We have a string $s$ containing $n \leq 100$ bits. The move we can make on it is erasing from $s$ some substring $x$, but only if $x$ is directly preceded by $x^R$, where $x^R$ means string $x$ reversed. In other words, we're choosing some even-length palindrome and erasing it's "right half".
The goal is to minimize the length of the word left when no further can moves be done. In example, from a bit word $100110$ we can erase $01$ from the middle, and be left with $1010$ where no moves can be done. However, starting differently, we can reduce the word to a single $10$, which is optimal. I want to compute this minimal length for a given string, for $100110$ it would be $2$.
Now, I have a dynamic-programming algorithm which I know produces right answers (it has been tested a lot), but don't know how to prove it. It computes the best result for every substring of $s$ in increasing length. For those of length $k$, the answer is surely at most $k$. Also, it's obvious that the only strings in which no moves can be done are of form $1010...$ or $0101...$. For some word we're playing on, as it's first bit can never be erased, we know the exact form of a word that will be left from it, the only thing that we lack is it's length. Now, I assumed that for a word $t$, there exist some words $x$, $y$ that $t = xy$, and if we do the optimal operations just on $x$, producing a word $x'$, then just on $y$ producing $y'$, and in the end on the word $x' y'$, we will acquire the optimal result for $t$. The last step is very easy, because we know how words $x'$ and $y'$ look like only knowing it's lengths, so there are only a couple of cases to consider. The complexity of this process is $O(n^3)$ as it spends linear time on each substring of $s$.

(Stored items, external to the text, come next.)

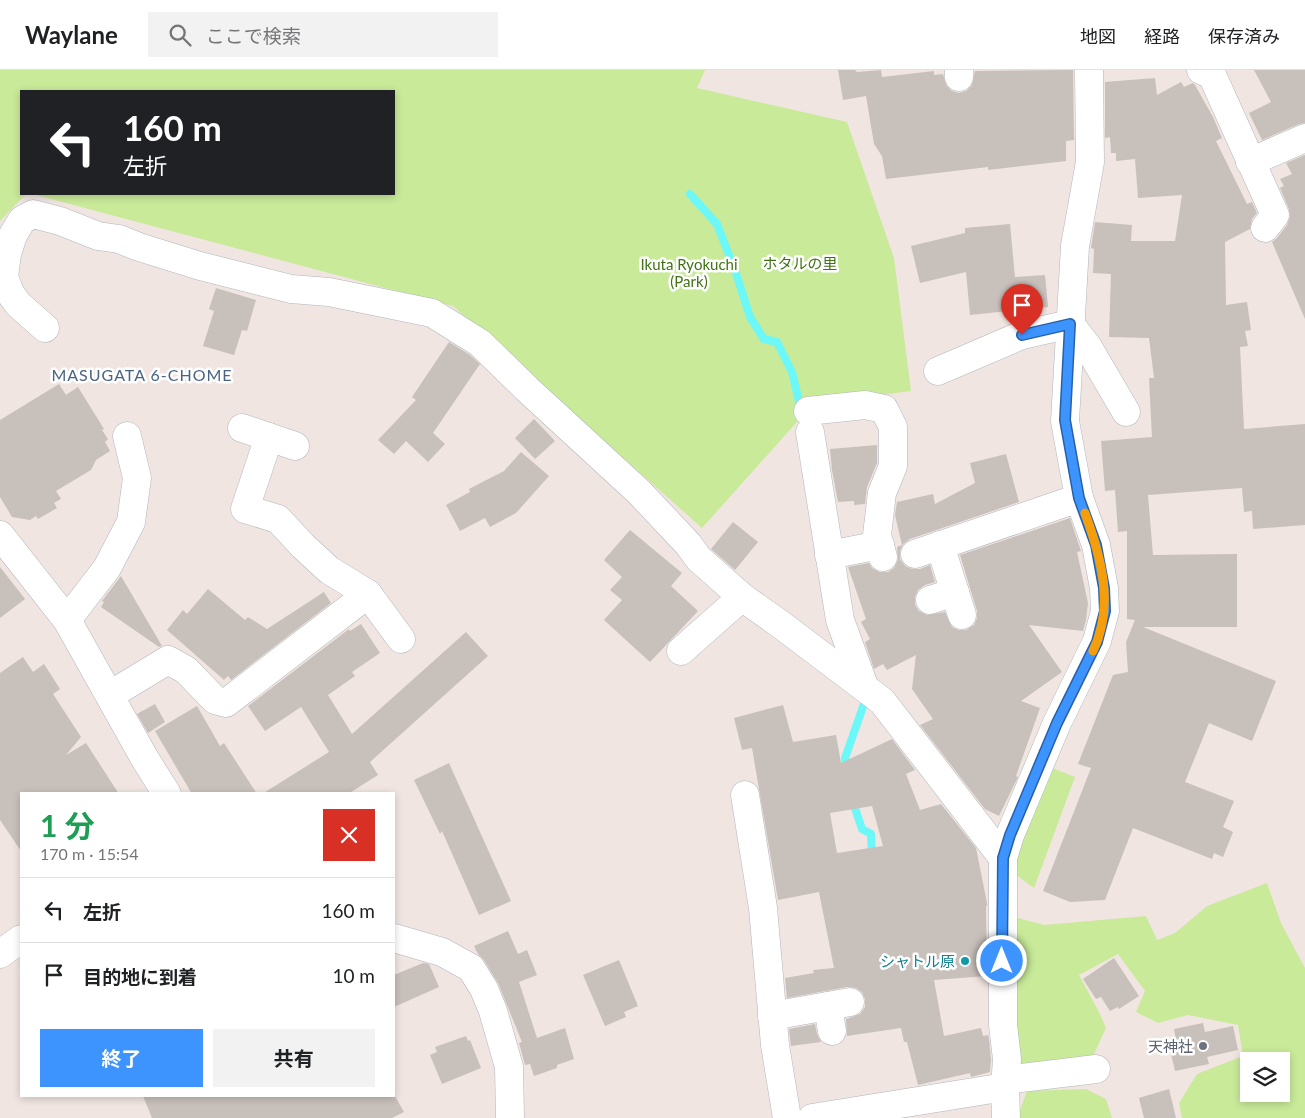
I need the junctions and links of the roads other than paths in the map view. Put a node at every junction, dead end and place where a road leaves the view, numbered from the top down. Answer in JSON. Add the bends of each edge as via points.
{"nodes":[{"id":1,"x":1089,"y":70,"type":"edge"},
{"id":2,"x":1201,"y":70,"type":"edge"},
{"id":3,"x":1305,"y":138,"type":"edge"},
{"id":4,"x":1250,"y":162,"type":"junction"},
{"id":5,"x":1270,"y":222,"type":"dead end"},
{"id":6,"x":1070,"y":324,"type":"junction"},
{"id":7,"x":45,"y":328,"type":"dead end"},
{"id":8,"x":938,"y":372,"type":"dead end"},
{"id":9,"x":1126,"y":412,"type":"dead end"},
{"id":10,"x":242,"y":428,"type":"dead end"},
{"id":11,"x":127,"y":436,"type":"dead end"},
{"id":12,"x":269,"y":437,"type":"junction"},
{"id":13,"x":295,"y":446,"type":"dead end"},
{"id":14,"x":1079,"y":498,"type":"junction"},
{"id":15,"x":0,"y":535,"type":"edge"},
{"id":16,"x":940,"y":545,"type":"junction"},
{"id":17,"x":915,"y":554,"type":"dead end"},
{"id":18,"x":829,"y":555,"type":"junction"},
{"id":19,"x":368,"y":594,"type":"junction"},
{"id":20,"x":742,"y":597,"type":"junction"},
{"id":21,"x":949,"y":602,"type":"dead end"},
{"id":22,"x":67,"y":620,"type":"junction"},
{"id":23,"x":401,"y":639,"type":"dead end"},
{"id":24,"x":681,"y":651,"type":"dead end"},
{"id":25,"x":865,"y":688,"type":"junction"},
{"id":26,"x":110,"y":695,"type":"junction"},
{"id":27,"x":167,"y":792,"type":"edge"},
{"id":28,"x":745,"y":795,"type":"dead end"},
{"id":29,"x":1003,"y":858,"type":"junction"},
{"id":30,"x":395,"y":938,"type":"edge"},
{"id":31,"x":20,"y":940,"type":"edge"},
{"id":32,"x":0,"y":954,"type":"edge"},
{"id":33,"x":837,"y":1013,"type":"dead end"},
{"id":34,"x":772,"y":1016,"type":"junction"},
{"id":35,"x":1096,"y":1069,"type":"dead end"},
{"id":36,"x":1005,"y":1084,"type":"junction"},
{"id":37,"x":510,"y":1118,"type":"edge"},
{"id":38,"x":787,"y":1118,"type":"edge"},
{"id":39,"x":812,"y":1118,"type":"edge"},
{"id":40,"x":1006,"y":1118,"type":"edge"}],
"edges":[{"from":1,"to":6,"type":"street","via":[[1090,162],[1075,246]]},
{"from":2,"to":4,"type":"street","via":[[1212,74]]},
{"from":3,"to":4,"type":"street"},
{"from":4,"to":5,"type":"street"},
{"from":6,"to":8,"type":"street","via":[[1022,335]]},
{"from":6,"to":9,"type":"street","via":[[1088,347]]},
{"from":6,"to":14,"type":"street","via":[[1065,420]]},
{"from":7,"to":20,"type":"street","via":[[18,304],[4,277],[6,254],[13,235],[22,220],[33,214],[98,236],[119,239],[200,266],[291,290],[328,292],[432,313],[480,343],[639,492],[699,559]]},
{"from":10,"to":12,"type":"street"},
{"from":11,"to":22,"type":"street","via":[[136,478],[131,522],[107,568]]},
{"from":12,"to":13,"type":"street"},
{"from":12,"to":19,"type":"street","via":[[245,509],[278,519],[329,570]]},
{"from":14,"to":16,"type":"street"},
{"from":14,"to":29,"type":"street","via":[[1096,545],[1105,611],[1097,642],[1057,723]]},
{"from":15,"to":22,"type":"street"},
{"from":16,"to":17,"type":"street"},
{"from":16,"to":21,"type":"street"},
{"from":18,"to":18,"type":"street","via":[[809,422],[865,405],[884,409],[893,427],[893,466],[882,493],[877,535],[882,551]]},
{"from":18,"to":25,"type":"street","via":[[840,620]]},
{"from":19,"to":23,"type":"street"},
{"from":19,"to":26,"type":"street","via":[[226,703],[216,700],[186,670],[168,660]]},
{"from":20,"to":24,"type":"street"},
{"from":20,"to":25,"type":"street"},
{"from":22,"to":26,"type":"street"},
{"from":25,"to":29,"type":"street","via":[[882,701]]},
{"from":26,"to":27,"type":"street"},
{"from":28,"to":34,"type":"street","via":[[762,908]]},
{"from":29,"to":36,"type":"street"},
{"from":30,"to":37,"type":"street","via":[[442,952],[471,968],[484,988],[508,1067]]},
{"from":31,"to":32,"type":"street"},
{"from":33,"to":34,"type":"street"},
{"from":34,"to":38,"type":"street"},
{"from":35,"to":36,"type":"street"},
{"from":36,"to":39,"type":"street"},
{"from":36,"to":40,"type":"street"}]}
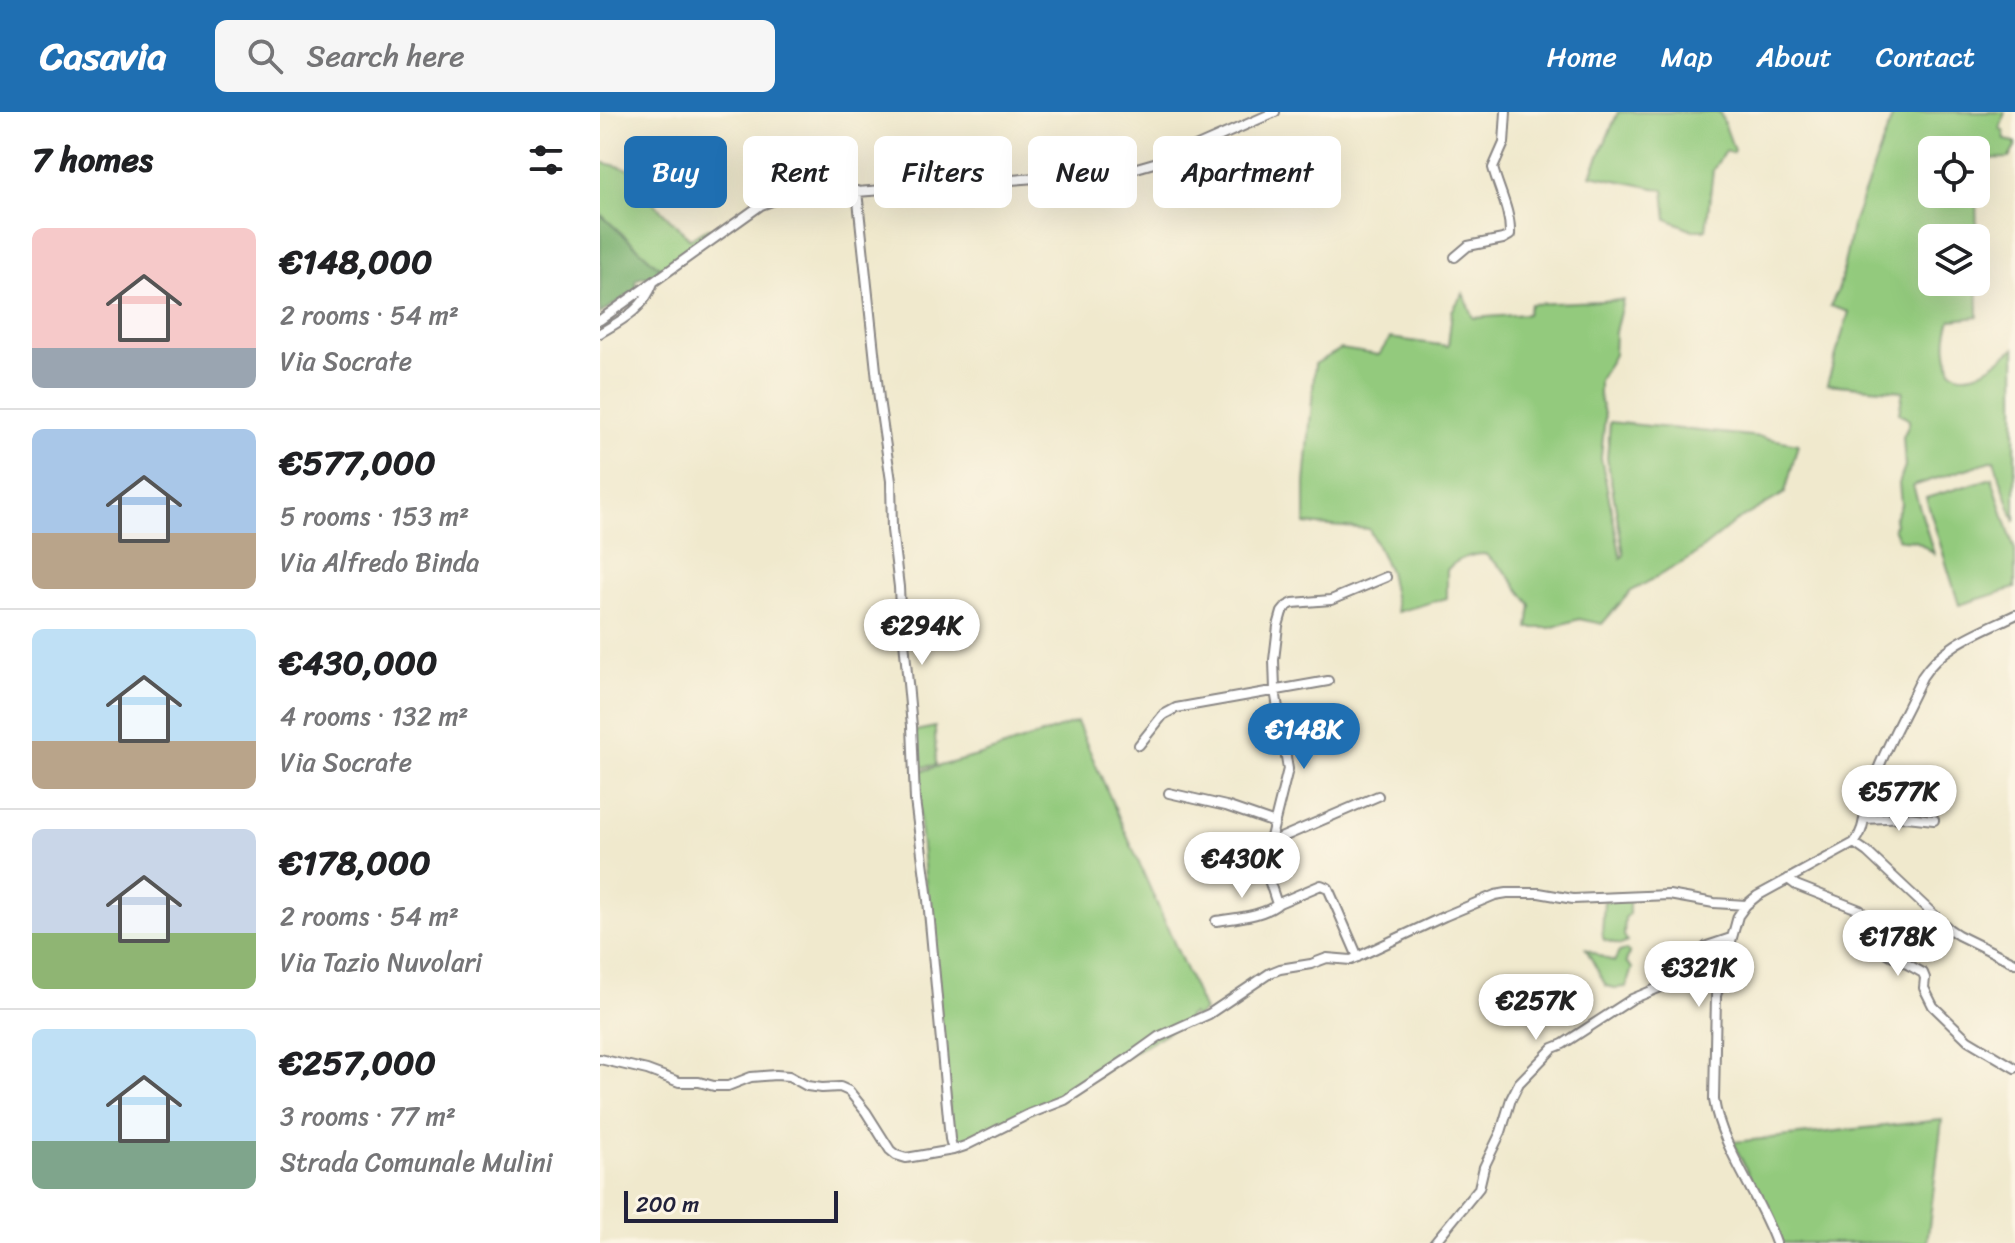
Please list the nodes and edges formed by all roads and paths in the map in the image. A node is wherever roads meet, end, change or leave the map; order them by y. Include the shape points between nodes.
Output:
1 (1275, 112) edge
2 (1506, 112) edge
3 (858, 191) edge
4 (858, 200) edge
5 (757, 208) edge
6 (1455, 257) dead end
7 (653, 283) junction
8 (600, 320) edge
9 (600, 333) edge
10 (1386, 577) dead end
11 (2015, 615) edge
12 (1328, 681) dead end
13 (1275, 690) junction
14 (1139, 745) dead end
15 (1169, 793) dead end
16 (1378, 796) dead end
17 (1864, 819) junction
18 (1934, 820) dead end
19 (1275, 823) junction
20 (1269, 843) junction
21 (1854, 843) junction
22 (1788, 879) junction
23 (1279, 903) junction
24 (1746, 905) junction
25 (1216, 921) dead end
26 (1731, 938) junction
27 (1358, 957) junction
28 (2015, 963) edge
29 (600, 1059) edge
30 (2015, 1068) edge
31 (953, 1150) junction
32 (1434, 1243) edge
33 (1776, 1243) edge

1 - 3 street via 1142,167
2 - 6 street via 1504,143 1493,168 1510,235 1468,246
4 - 31 street via 891,481 915,800
5 - 7 street
7 - 8 street
7 - 9 street via 640,306
10 - 13 street via 1331,600 1287,606 1278,626
11 - 17 street via 1948,649 1930,664 1869,792
12 - 13 street
13 - 14 street via 1176,708 1163,715
13 - 19 street via 1288,769
15 - 19 street
16 - 20 street
17 - 18 street
17 - 21 street
19 - 20 street
20 - 23 street via 1264,865
21 - 22 street
21 - 28 street via 1949,929
22 - 24 street
22 - 30 street via 1860,910 1869,941 1923,973 1933,1006 1976,1046
23 - 25 street
23 - 27 street via 1321,885 1328,888
24 - 26 street
24 - 27 street via 1669,895 1573,899 1507,893
26 - 32 street via 1707,946 1661,987 1553,1048 1531,1070 1511,1099 1479,1188
26 - 33 street via 1716,996 1716,1111
27 - 31 street via 1327,958 1270,973 1209,1014 1158,1037 1065,1100
29 - 31 street via 679,1082 728,1086 776,1075 807,1086 840,1087 849,1091 896,1155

If $DP[i][j]$ is the answer for a substring $[i..j]$, the complete recurrence is as follows:
$$DP[i][j] = \min \{DP[i][k] + F(i,k,j) \cdot DP[k+1][j] : i \leq k < j \}.$$
where
$$ F(i,k,j) = \left\{ \begin{array}{ll} 1 & \textrm{for $s[i] = s[k+1]$ and $DP[i][k] = 1$}\\ 1 - DP[i][k] \mod 2 & \textrm{for $s[i] = s[k+1]$ and $DP[i][k] > 1$}\\ DP[i][k] \mod 2 & \textrm{otherwise} \end{array} \right. $$
what corresponds to the fact that in some cases $y'$ can be erased using $x'$ (possibly in multiple moves) - in those cases $F(i,k,j)$ is $0$, and it's $1$ otherwise. Also note, that if $s[i] = s[i+1]$ then when dealing with $DP[i][j]$ for $j > i$ at first we initialize $DP[i][j] = DP[i+1][j]$.
For me, the assumption that $t$ can be split into $x$ and $y$ in a such a way that the mentioned procedure is optimal, is non-trivial. I'm asking for a proof that this assumption can be made, or some different solutions for this problem, either would be nice.